Pose landmark coordinates
═══

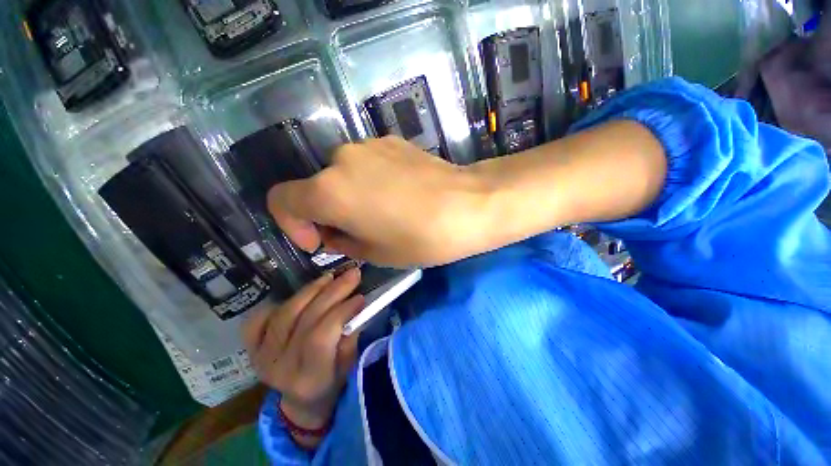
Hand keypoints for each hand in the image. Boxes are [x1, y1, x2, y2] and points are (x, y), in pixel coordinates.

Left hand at [242, 269, 364, 446]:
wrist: (302, 402)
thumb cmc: (333, 384)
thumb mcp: (349, 369)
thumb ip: (350, 339)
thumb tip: (354, 307)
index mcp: (308, 378)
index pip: (320, 336)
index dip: (341, 311)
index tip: (360, 297)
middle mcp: (279, 368)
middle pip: (305, 319)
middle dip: (333, 291)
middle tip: (352, 274)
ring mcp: (261, 357)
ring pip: (284, 313)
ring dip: (311, 290)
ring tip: (330, 277)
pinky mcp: (251, 350)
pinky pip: (258, 320)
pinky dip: (277, 303)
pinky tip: (299, 295)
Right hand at [267, 136, 489, 267]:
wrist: (468, 205)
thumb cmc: (420, 238)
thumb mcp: (375, 253)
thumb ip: (343, 241)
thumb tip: (334, 232)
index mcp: (329, 191)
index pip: (281, 201)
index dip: (292, 225)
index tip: (319, 241)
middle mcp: (341, 159)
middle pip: (318, 188)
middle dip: (329, 213)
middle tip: (358, 232)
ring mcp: (369, 145)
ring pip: (344, 175)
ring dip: (351, 196)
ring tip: (383, 214)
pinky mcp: (392, 141)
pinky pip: (369, 164)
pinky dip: (371, 181)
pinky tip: (399, 195)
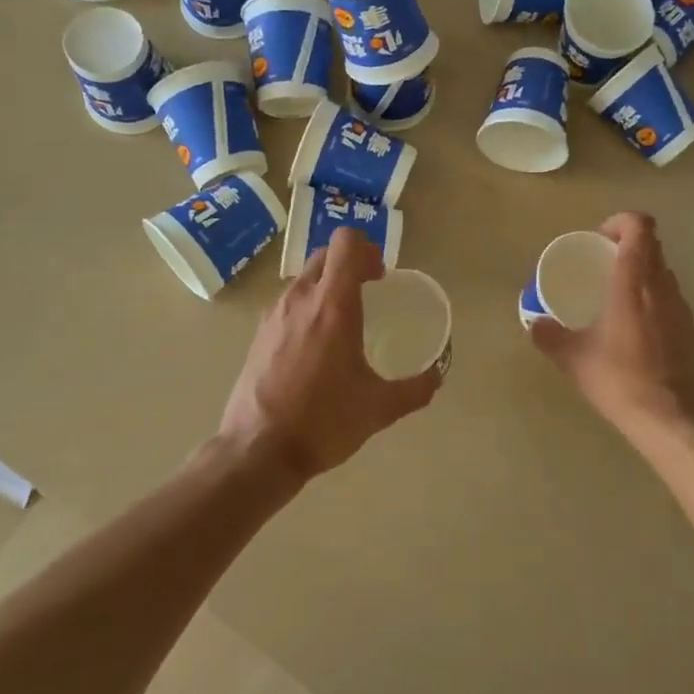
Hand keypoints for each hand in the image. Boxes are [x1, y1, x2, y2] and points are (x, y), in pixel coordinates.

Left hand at [220, 228, 441, 484]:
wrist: (258, 451)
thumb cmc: (324, 421)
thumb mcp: (380, 408)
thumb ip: (415, 389)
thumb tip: (436, 377)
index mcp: (332, 305)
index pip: (346, 243)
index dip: (368, 249)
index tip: (380, 276)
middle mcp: (300, 299)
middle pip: (325, 256)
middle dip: (351, 264)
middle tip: (370, 291)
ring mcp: (273, 315)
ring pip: (304, 279)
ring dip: (327, 286)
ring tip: (344, 321)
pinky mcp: (258, 334)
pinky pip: (287, 304)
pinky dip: (307, 309)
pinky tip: (316, 347)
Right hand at [530, 212, 693, 437]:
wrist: (669, 420)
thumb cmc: (618, 379)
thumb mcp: (573, 358)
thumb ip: (549, 336)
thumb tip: (534, 324)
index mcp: (633, 283)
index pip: (639, 228)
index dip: (621, 222)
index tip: (601, 239)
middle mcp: (663, 289)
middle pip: (654, 249)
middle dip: (629, 249)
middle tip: (604, 269)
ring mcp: (685, 312)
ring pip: (666, 278)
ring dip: (644, 279)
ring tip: (621, 304)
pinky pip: (675, 309)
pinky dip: (657, 310)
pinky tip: (642, 339)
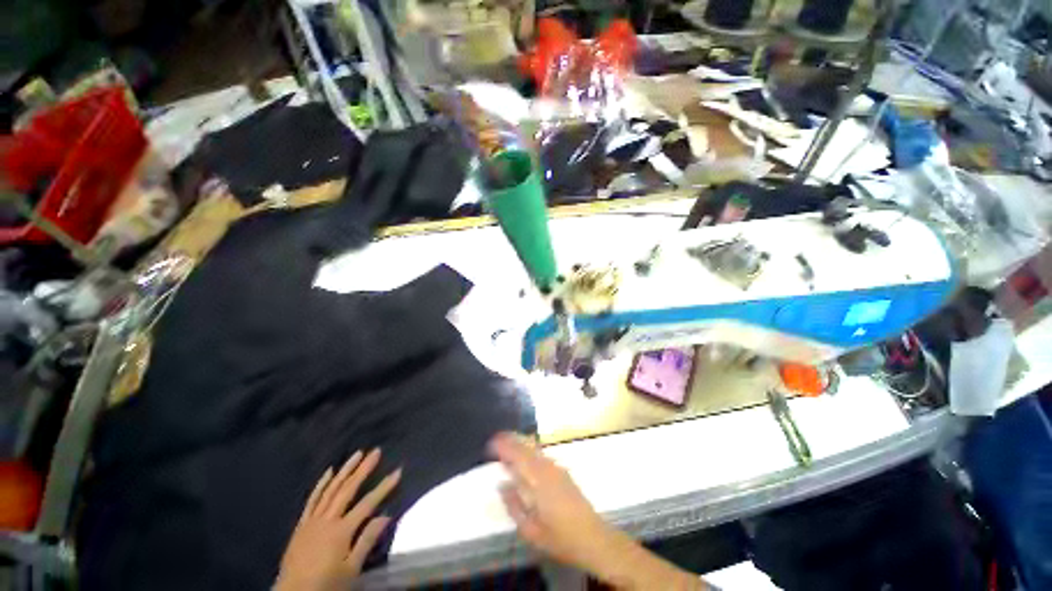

═══

The task ::
Could you transcribe exactly the lines from the line containing "ring pip: (666, 278)" through the final line of the records, both included, and nothing beyond them? The pictures should be left out.

Response for this exercise ::
ring pip: (666, 278)
ring dip: (644, 279)
ring tip: (621, 304)
pinky pip: (675, 309)
pinky dip: (657, 310)
pinky tip: (642, 339)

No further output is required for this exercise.